3 - IV Immunoglobulin Therapy (IVIg) Flashcards
IVIg is derived from a purified human plasma pool of more than 1000 healthy blood donors
True
IVIg contains IgG in supraphysiologic levels, including traces of other immunoglobulins
True
IVIg exerts a variety of immunomodulating activities and is an effective alternative approach for the treatment of many autoimmune immune-mediated inflammatory dermatoses
True
Based on currently available data, the most optimal responses to IVIg appears to be patients with:
(1) Kawasaki’s disease
(2) dermatomyositis
(3) autoimmune blistering diseases - Pemphigus vulgaris, cicatricial pemphigoid, epidermolysis bullous acquisita, pemphigoid gestationis
(4) TEN
True
IVIg can produce favourable clinical outcome, used either as monotherapy or in combination with other immunomodulating agents such as systemic corticosteroids and immunosuppressive agents and allowing for dose reductions of these concomitant therapy and their adverse effects
True
IVIg therapy is appropriate for autoimmune diseases which are progressive, uncontrolled, or rapidly debilitating despite conventional immunosuppressive therapy
True
IVIg therapy is appropriate for autoimmune diseases where there is significant adverse effects from conventional immunosuppressive therapy that are potentially life-threatening, or adverse effects that cause significant morbidity/inability to carry out activities of daily living
True
IVIg therapy is appropriate for autoimmune diseases where there are relative or absolute contraindications to the use of high-dose, long-term systemic corticosteroid therapy or immunosuppressive agents
True
IVIg can be used during pregnancy
True
IVIg can induce long-term remission of various dermatoses
True
IVIg can allow for the reduction or discontinuation of concomitant immunosuppressive treatments
True
Peak serum concentrations of IVIg occur immediately after IV injection
True
Peak serum concentrations of IVIg are dose related
True
Within 24 hours of an IVIg injection, 30% of the dose may be removed by catabolism and distribution
True
IVIg distributes mainly in the intravascular space (60%) than the extravascular space (40%)
True
IVIg crosses the placenta
True
IVIg may be excreted into milk
True
The serum half life of IVIg is 3-5 weeks
True
IVIg causes reduction/suppression of pathogenic autoantibody production due to IgG binding to the corresponding cell surface receptors on B lymphocytes
True (B lymphocytes usually produce antibodies, and IgG binding on its surface receptors causes downregulation of pathogenic autoantibody production)
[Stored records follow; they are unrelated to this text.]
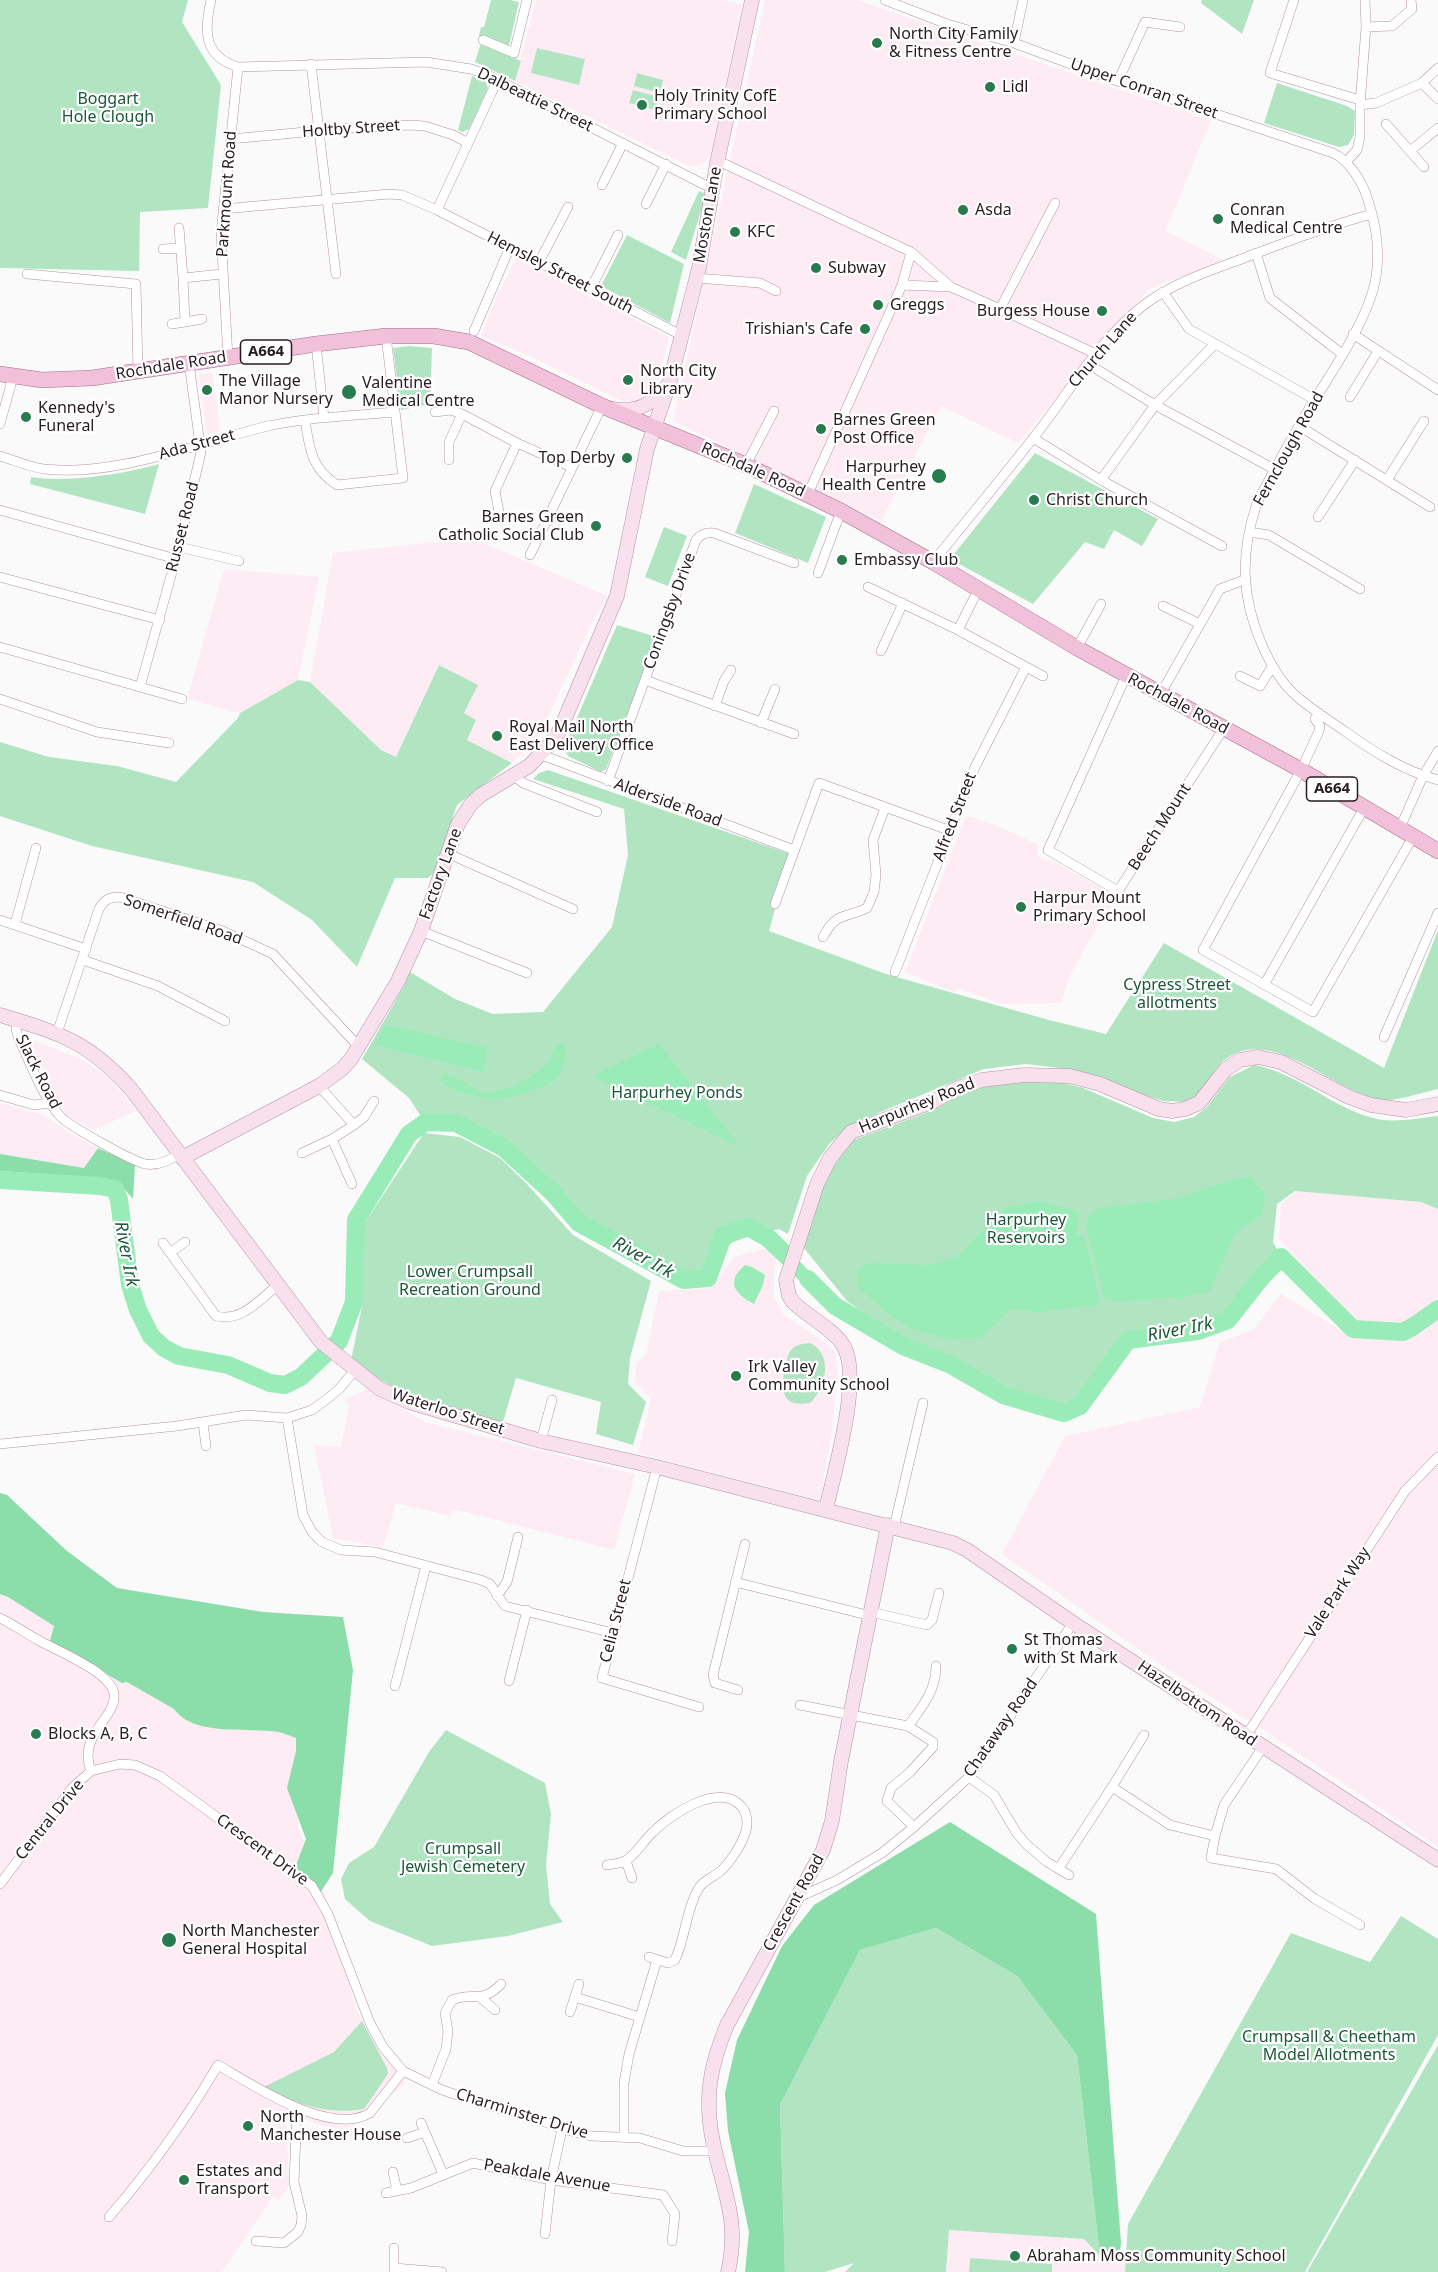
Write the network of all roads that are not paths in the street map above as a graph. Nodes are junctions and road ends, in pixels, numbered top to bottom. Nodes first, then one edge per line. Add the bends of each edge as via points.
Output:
1 (212, 0) edge
2 (527, 0) edge
3 (752, 0) edge
4 (885, 0) edge
5 (1023, 0) edge
6 (1294, 0) edge
7 (1365, 0) edge
8 (1411, 0) edge
9 (1180, 27) dead end
10 (1366, 27) junction
11 (483, 40) dead end
12 (1014, 44) junction
13 (311, 64) junction
14 (238, 67) junction
15 (1438, 68) edge
16 (497, 81) junction
17 (1118, 81) junction
18 (1422, 83) junction
19 (1438, 99) edge
20 (1360, 103) junction
21 (1386, 124) dead end
22 (1438, 128) edge
23 (318, 131) junction
24 (230, 139) junction
25 (468, 143) junction
26 (623, 143) junction
27 (1410, 151) junction
28 (1346, 162) junction
29 (666, 164) junction
30 (724, 165) dead end
31 (1424, 167) dead end
32 (602, 185) dead end
33 (712, 187) junction
34 (326, 199) junction
35 (1054, 203) dead end
36 (646, 204) dead end
37 (568, 207) dead end
38 (223, 209) junction
39 (437, 210) junction
40 (1372, 214) junction
41 (179, 228) dead end
42 (618, 235) dead end
43 (510, 247) junction
44 (180, 248) junction
45 (163, 249) dead end
46 (911, 252) junction
47 (1256, 253) junction
48 (539, 262) junction
49 (27, 274) dead end
50 (222, 274) junction
51 (336, 274) dead end
52 (183, 278) junction
53 (696, 278) junction
54 (902, 285) junction
55 (951, 287) junction
56 (591, 288) junction
57 (776, 291) dead end
58 (1163, 292) junction
59 (1000, 309) junction
60 (202, 319) dead end
61 (185, 322) junction
62 (172, 324) dead end
63 (474, 331) dead end
64 (1353, 334) junction
65 (386, 336) junction
66 (682, 336) junction
67 (316, 344) junction
68 (1215, 344) junction
69 (1378, 351) junction
70 (1096, 354) junction
71 (1342, 354) junction
72 (228, 358) junction
73 (189, 363) junction
74 (1098, 370) dead end
75 (138, 371) junction
76 (7, 376) edge
77 (670, 381) junction
78 (1438, 390) edge
79 (1350, 397) dead end
80 (1315, 400) junction
81 (1155, 405) junction
82 (605, 407) junction
83 (774, 411) dead end
84 (395, 412) junction
85 (435, 412) dead end
86 (462, 414) junction
87 (324, 418) junction
88 (305, 421) junction
89 (1424, 421) dead end
90 (0, 424) edge
91 (1299, 426) junction
92 (654, 428) junction
93 (1033, 438) junction
94 (201, 443) junction
95 (517, 443) junction
96 (0, 456) edge
97 (449, 460) dead end
98 (1355, 460) junction
99 (746, 465) junction
100 (571, 467) junction
101 (1274, 470) junction
102 (1101, 480) junction
103 (1387, 480) junction
104 (810, 487) dead end
105 (1430, 507) dead end
106 (0, 510) edge
107 (841, 511) junction
108 (499, 512) dead end
109 (1318, 517) dead end
110 (1248, 532) junction
111 (1222, 546) dead end
112 (180, 547) junction
113 (530, 555) dead end
114 (176, 559) junction
115 (239, 561) dead end
116 (933, 562) junction
117 (794, 563) dead end
118 (818, 573) dead end
119 (0, 577) edge
120 (1244, 580) junction
121 (867, 587) dead end
122 (1360, 589) dead end
123 (978, 590) junction
124 (903, 603) junction
125 (1101, 604) dead end
126 (1163, 606) dead end
127 (160, 620) junction
128 (1200, 624) junction
129 (958, 630) junction
130 (0, 647) edge
131 (1077, 648) junction
132 (881, 651) dead end
133 (1026, 666) junction
134 (1272, 667) junction
135 (731, 670) dead end
136 (1043, 676) dead end
137 (1126, 676) junction
138 (1240, 676) dead end
139 (645, 680) junction
140 (140, 687) junction
141 (775, 689) dead end
142 (1161, 695) junction
143 (0, 699) edge
144 (182, 699) dead end
145 (715, 706) junction
146 (1319, 713) junction
147 (761, 723) junction
148 (1224, 728) junction
149 (794, 734) dead end
150 (169, 743) dead end
151 (1438, 751) edge
152 (542, 755) junction
153 (1301, 770) junction
154 (514, 776) junction
155 (1423, 776) junction
156 (1438, 780) edge
157 (608, 781) junction
158 (885, 808) junction
159 (1364, 808) junction
160 (597, 812) dead end
161 (951, 831) junction
162 (1407, 832) junction
163 (36, 848) dead end
164 (794, 850) junction
165 (1438, 851) edge
166 (448, 854) junction
167 (775, 904) dead end
168 (573, 909) dead end
169 (1438, 913) edge
170 (0, 920) edge
171 (15, 924) junction
172 (421, 931) junction
173 (822, 937) dead end
174 (86, 949) junction
175 (83, 960) junction
176 (895, 972) dead end
177 (527, 973) dead end
178 (1264, 985) junction
179 (0, 1015) edge
180 (18, 1020) junction
181 (225, 1021) dead end
182 (57, 1033) junction
183 (1384, 1037) dead end
184 (359, 1047) junction
185 (319, 1086) junction
186 (0, 1095) edge
187 (374, 1101) dead end
188 (51, 1103) junction
189 (1438, 1104) edge
190 (354, 1125) junction
191 (332, 1139) junction
192 (302, 1153) dead end
193 (181, 1156) junction
194 (352, 1184) dead end
195 (185, 1242) dead end
196 (162, 1243) dead end
197 (170, 1253) junction
198 (278, 1285) junction
199 (355, 1370) junction
200 (552, 1400) dead end
201 (923, 1403) dead end
202 (287, 1418) junction
203 (203, 1423) junction
204 (541, 1441) junction
205 (0, 1444) edge
206 (206, 1446) dead end
207 (1438, 1457) edge
208 (657, 1467) junction
209 (826, 1509) junction
210 (891, 1526) junction
211 (518, 1537) dead end
212 (745, 1544) dead end
213 (426, 1566) junction
214 (735, 1582) junction
215 (939, 1593) dead end
216 (497, 1596) junction
217 (527, 1610) junction
218 (871, 1614) junction
219 (0, 1618) edge
220 (1073, 1623) junction
221 (614, 1633) junction
222 (936, 1666) dead end
223 (602, 1678) junction
224 (509, 1682) dead end
225 (395, 1686) dead end
226 (599, 1689) dead end
227 (738, 1690) dead end
228 (800, 1705) dead end
229 (699, 1707) dead end
230 (850, 1716) junction
231 (908, 1726) junction
232 (1144, 1735) dead end
233 (1246, 1737) junction
234 (1263, 1747) junction
235 (91, 1771) junction
236 (969, 1777) junction
237 (1112, 1787) junction
238 (914, 1827) junction
239 (1215, 1836) junction
240 (1438, 1860) edge
241 (626, 1861) junction
242 (607, 1865) dead end
243 (1059, 1869) junction
244 (1069, 1875) dead end
245 (632, 1878) dead end
246 (0, 1884) edge
247 (795, 1899) junction
248 (1360, 1925) dead end
249 (501, 1983) dead end
250 (579, 1984) dead end
251 (575, 1997) junction
252 (481, 1998) junction
253 (495, 2010) dead end
254 (570, 2012) dead end
255 (640, 2017) junction
256 (403, 2071) junction
257 (432, 2085) junction
258 (297, 2109) junction
259 (562, 2129) junction
260 (624, 2137) junction
261 (407, 2138) dead end
262 (715, 2151) junction
263 (393, 2172) dead end
264 (442, 2174) junction
265 (551, 2180) junction
266 (397, 2191) junction
267 (386, 2193) dead end
268 (109, 2217) dead end
269 (545, 2234) dead end
270 (256, 2241) dead end
271 (672, 2241) dead end
272 (394, 2248) dead end
273 (394, 2270) edge
274 (442, 2272) edge
275 (728, 2272) edge

1 - 14 street via 206,31 211,47 223,62
2 - 11 street via 514,53
3 - 33 street, Moston Lane
4 - 12 street, Upper Conran Street
5 - 12 street
6 - 20 street via 1270,73
7 - 10 street
8 - 10 street via 1412,9 1392,26
9 - 17 street via 1144,22
10 - 20 street
12 - 17 street, Upper Conran Street
13 - 14 street, Dalbeattie Street
13 - 16 street, Dalbeattie Street via 426,62 471,69
13 - 23 street
14 - 24 street, Parkmount Road
15 - 18 street
16 - 25 street
16 - 26 street, Dalbeattie Street
17 - 28 street, Upper Conran Street via 1333,153
18 - 19 street
18 - 20 street via 1376,103
20 - 28 street via 1359,145
21 - 27 street
22 - 27 street
23 - 24 street, Holtby Street
23 - 25 street, Holtby Street via 425,126
23 - 34 street
24 - 38 street, Parkmount Road
25 - 39 street
26 - 29 street, Dalbeattie Street
26 - 32 street
27 - 31 street
28 - 40 street, Upper Conran Street via 1362,184
29 - 33 street, Dalbeattie Street
29 - 36 street
30 - 46 street
33 - 53 street, Moston Lane
34 - 38 street, Hemsley Street South
34 - 39 street, Hemsley Street South via 402,195
34 - 51 street
35 - 59 street
37 - 48 street
38 - 50 street, Parkmount Road
39 - 43 street, Hemsley Street South
40 - 47 street, Church Lane
40 - 64 street, Fernclough Road via 1376,278
41 - 44 street
42 - 56 street
43 - 48 street, Hemsley Street South
43 - 63 street
44 - 45 street
44 - 52 street
46 - 54 street
46 - 55 street
47 - 58 street, Church Lane
47 - 71 street via 1270,298
48 - 56 street, Hemsley Street South
49 - 75 street via 136,284
50 - 52 street
50 - 72 street, Parkmount Road
52 - 61 street
53 - 57 street via 760,283
53 - 66 street, Moston Lane
54 - 55 street
54 - 104 street
55 - 59 street
56 - 66 street, Hemsley Street South
58 - 68 street via 1189,329
58 - 70 street, Church Lane via 1126,320
59 - 70 street
60 - 61 street
61 - 62 street
64 - 69 street
64 - 71 street, Fernclough Road
65 - 67 main road, Rochdale Road / A664
65 - 82 main road, Rochdale Road / A664 via 410,334 469,342
65 - 84 street
66 - 77 street, Moston Lane
67 - 72 main road, Rochdale Road / A664
67 - 87 street
68 - 80 street
68 - 81 street
69 - 78 street
69 - 79 street
70 - 93 street, Church Lane
71 - 80 street, Fernclough Road
72 - 73 main road, Rochdale Road / A664
73 - 75 main road, Rochdale Road / A664
73 - 94 street, Russet Road
74 - 81 street
75 - 76 main road, Rochdale Road / A664 via 70,380
76 - 90 street
77 - 82 street via 645,406 624,410
77 - 92 street, Moston Lane
80 - 91 street, Fernclough Road
81 - 101 street
81 - 102 street
82 - 92 main road, Rochdale Road / A664
82 - 100 street
83 - 99 street
84 - 87 street, Ada Street
84 - 88 street via 404,478 337,485 322,475 311,454
85 - 86 street via 451,410
86 - 95 street
86 - 97 street via 449,442
87 - 88 street, Ada Street
88 - 94 street, Ada Street
89 - 103 street
91 - 98 street
91 - 101 street, Fernclough Road
92 - 99 main road, Rochdale Road / A664
92 - 152 street, Factory Lane via 617,596 560,730
93 - 102 street
93 - 116 street, Church Lane
94 - 96 street, Ada Street via 133,462 80,469 42,469
94 - 112 street, Russet Road
95 - 100 street
95 - 108 street via 495,491
98 - 103 street
98 - 109 street
99 - 107 main road, Rochdale Road / A664
100 - 113 street
101 - 110 street, Fernclough Road
102 - 111 street
103 - 105 street
106 - 114 street
107 - 116 main road, Rochdale Road / A664
107 - 118 street
110 - 120 street, Fernclough Road
110 - 122 street via 1269,535
112 - 114 street, Russet Road
112 - 115 street
114 - 127 street, Russet Road
116 - 123 main road, Rochdale Road / A664
117 - 139 street, Coningsby Drive via 714,533 700,536
119 - 127 street
120 - 128 street via 1220,590
120 - 134 street, Fernclough Road via 1252,618
121 - 124 street
123 - 129 street
123 - 131 main road, Rochdale Road / A664
124 - 129 street
124 - 132 street
125 - 131 street
126 - 128 street
127 - 140 street, Russet Road
128 - 142 street
129 - 133 street
130 - 140 street
131 - 137 main road, Rochdale Road / A664
133 - 136 street
133 - 161 street, Alfred Street via 987,739
134 - 138 street via 1260,686
134 - 146 street, Fernclough Road via 1294,694
135 - 145 street
137 - 142 main road, Rochdale Road / A664
137 - 148 street, Beech Mount via 1048,850 1118,891
139 - 145 street
139 - 157 street, Coningsby Drive
140 - 144 street
141 - 147 street
142 - 148 main road, Rochdale Road / A664
143 - 150 street via 97,732
145 - 147 street
146 - 153 street via 1315,719 1319,731
146 - 155 street, Fernclough Road via 1375,752
147 - 149 street
148 - 153 main road, Rochdale Road / A664
151 - 155 street
152 - 154 street, Factory Lane
152 - 157 street, Alderside Road
153 - 159 main road, Rochdale Road / A664
153 - 178 street via 1203,950
154 - 160 street
154 - 166 street, Factory Lane via 493,786 471,804 458,824
155 - 156 street, Fernclough Road
155 - 162 street
157 - 164 street, Alderside Road
158 - 161 street
158 - 164 street via 819,783
158 - 173 street via 873,840 875,883 867,909 831,922
159 - 162 main road, Rochdale Road / A664
159 - 178 street
161 - 176 street, Alfred Street
162 - 165 main road, Rochdale Road / A664
162 - 178 street via 1312,1012
163 - 171 street
164 - 167 street
166 - 168 street
166 - 172 street, Factory Lane
169 - 183 street
170 - 171 street
171 - 174 street
172 - 177 street
172 - 184 street, Factory Lane via 398,981
174 - 175 street, Somerfield Road
174 - 184 street, Somerfield Road via 99,909 111,897 224,930 273,954
175 - 181 street via 158,986
175 - 182 street, Somerfield Road
179 - 180 street, Slack Road
180 - 182 street, Waterloo Street
180 - 188 street, Slack Road via 17,1035
182 - 193 street, Waterloo Street via 97,1054 116,1071
184 - 185 street, Factory Lane via 342,1069
185 - 190 street
185 - 193 street, Factory Lane
186 - 188 street via 34,1105
187 - 190 street
188 - 193 street, Slack Road via 70,1124 140,1162 159,1164
189 - 209 street, Harpurhey Road via 1406,1110 1371,1105 1349,1098 1281,1062 1258,1057 1240,1060 1226,1069 1199,1102 1185,1109 1159,1109 1070,1076 1024,1075 982,1080 851,1132 825,1167 786,1280 793,1302 839,1340 849,1358 843,1436
190 - 191 street
191 - 192 street
191 - 194 street
193 - 198 street, Waterloo Street
195 - 197 street
196 - 197 street
197 - 198 street via 216,1317 238,1317
198 - 199 street, Waterloo Street via 321,1342
199 - 202 street via 339,1389 312,1410
199 - 204 street, Waterloo Street via 380,1389 409,1402
200 - 204 street
201 - 210 street
202 - 203 street via 246,1415
202 - 213 street via 303,1515 312,1532 333,1547 375,1552
203 - 205 street
203 - 206 street
204 - 208 street, Waterloo Street
207 - 233 street, Vale Park Way via 1405,1491
208 - 209 street, Waterloo Street
208 - 221 street, Celia Street
209 - 210 street, Waterloo Street
210 - 218 street, Crescent Road
210 - 220 street, Hazelbottom Road via 967,1550
211 - 216 street via 507,1582
212 - 214 street
213 - 216 street via 487,1582
213 - 225 street
214 - 218 street
214 - 227 street via 713,1675 715,1683
215 - 218 street via 927,1625
216 - 217 street via 505,1606
217 - 221 street
217 - 224 street
218 - 230 street, Crescent Road
219 - 235 street, Central Drive via 82,1663 105,1679 113,1690 115,1698 89,1743
220 - 233 street, Hazelbottom Road
220 - 236 street, Chataway Road
221 - 223 street, Celia Street
222 - 231 street via 932,1693
223 - 226 street
223 - 229 street, Celia Street
228 - 230 street
230 - 231 street
230 - 247 street, Crescent Road via 829,1831 823,1850
231 - 238 street via 925,1735 933,1747 891,1788 887,1801
232 - 237 street
233 - 234 street, Hazelbottom Road
234 - 239 street via 1224,1805
234 - 240 street, Hazelbottom Road
235 - 246 street, Central Drive via 72,1788
235 - 256 street, Crescent Drive via 120,1764 135,1765 160,1776 312,1886 328,1914 382,2047
236 - 238 street, Chataway Road
236 - 243 street via 994,1795 1026,1844
237 - 239 street via 1170,1825
237 - 243 street
238 - 247 street, Chataway Road via 882,1853
239 - 248 street via 1212,1858 1276,1869 1315,1899
241 - 242 street
241 - 245 street
241 - 255 street via 661,1824 718,1796 735,1800 746,1816 744,1836 726,1864 698,1890 675,1960 668,1963 653,1959
243 - 244 street
247 - 262 street, Crescent Road via 727,2025 715,2055 709,2106
249 - 252 street
250 - 251 street
251 - 254 street
251 - 255 street
252 - 253 street
252 - 257 street via 463,1995 452,2000 445,2013 446,2049
255 - 260 street via 624,2083
256 - 257 street, Charminster Drive
256 - 258 street via 363,2117 339,2118
257 - 259 street, Charminster Drive
258 - 268 street via 218,2065
258 - 270 street via 294,2182 301,2225 284,2243
259 - 260 street, Charminster Drive via 591,2136
259 - 265 street
260 - 262 street, Charminster Drive via 683,2151
261 - 264 street via 423,2127
262 - 275 street, Crescent Road via 734,2235
263 - 266 street
264 - 265 street, Peakdale Avenue via 473,2163
264 - 266 street, Peakdale Avenue
265 - 269 street
265 - 271 street, Peakdale Avenue via 663,2195 675,2214
266 - 267 street, Peakdale Avenue
272 - 273 street
273 - 274 street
IVIg causes neutralisation of complement-mediated effects by binding to complement components such as C3 and C5 convertases and so blocking complement activation at an early stage
True
The anti-idiotypic antibodies in IVIg preparations bind to and neutralise circulating pathogenic autoantibodies
True (after IVIg infusions, a marked reduction or even disappearance of these pathogenic autoantibodies could be demonstrated)
IVIg binds to receptors on macrophages, subsequently saturate, alter, and downregulate these receptors leading to inhibition of the pathogenic autoantibody-mediated cellular activation
True
IVIg preparations contain amounts of soluble CD4, CD8, and MHC-I and MHC-II molecules which inhibit autoreactive T-lymphocytes
True
IVIg restores the Th1/Th2 cytokine balance by supplying neutralising antibodies against the pathogenic autoantibodies
True
IVIg may affect the migration of immunocompetent cells from blood to target tissue
True
IVIg preparations contain anti-Fas-receptor antibodies which block molecular Fas ligand-Fas receptor interactions and consequently that of keratinocyte apoptosis
True (this mechanism explains the role of IVIg in the treatment of TEN)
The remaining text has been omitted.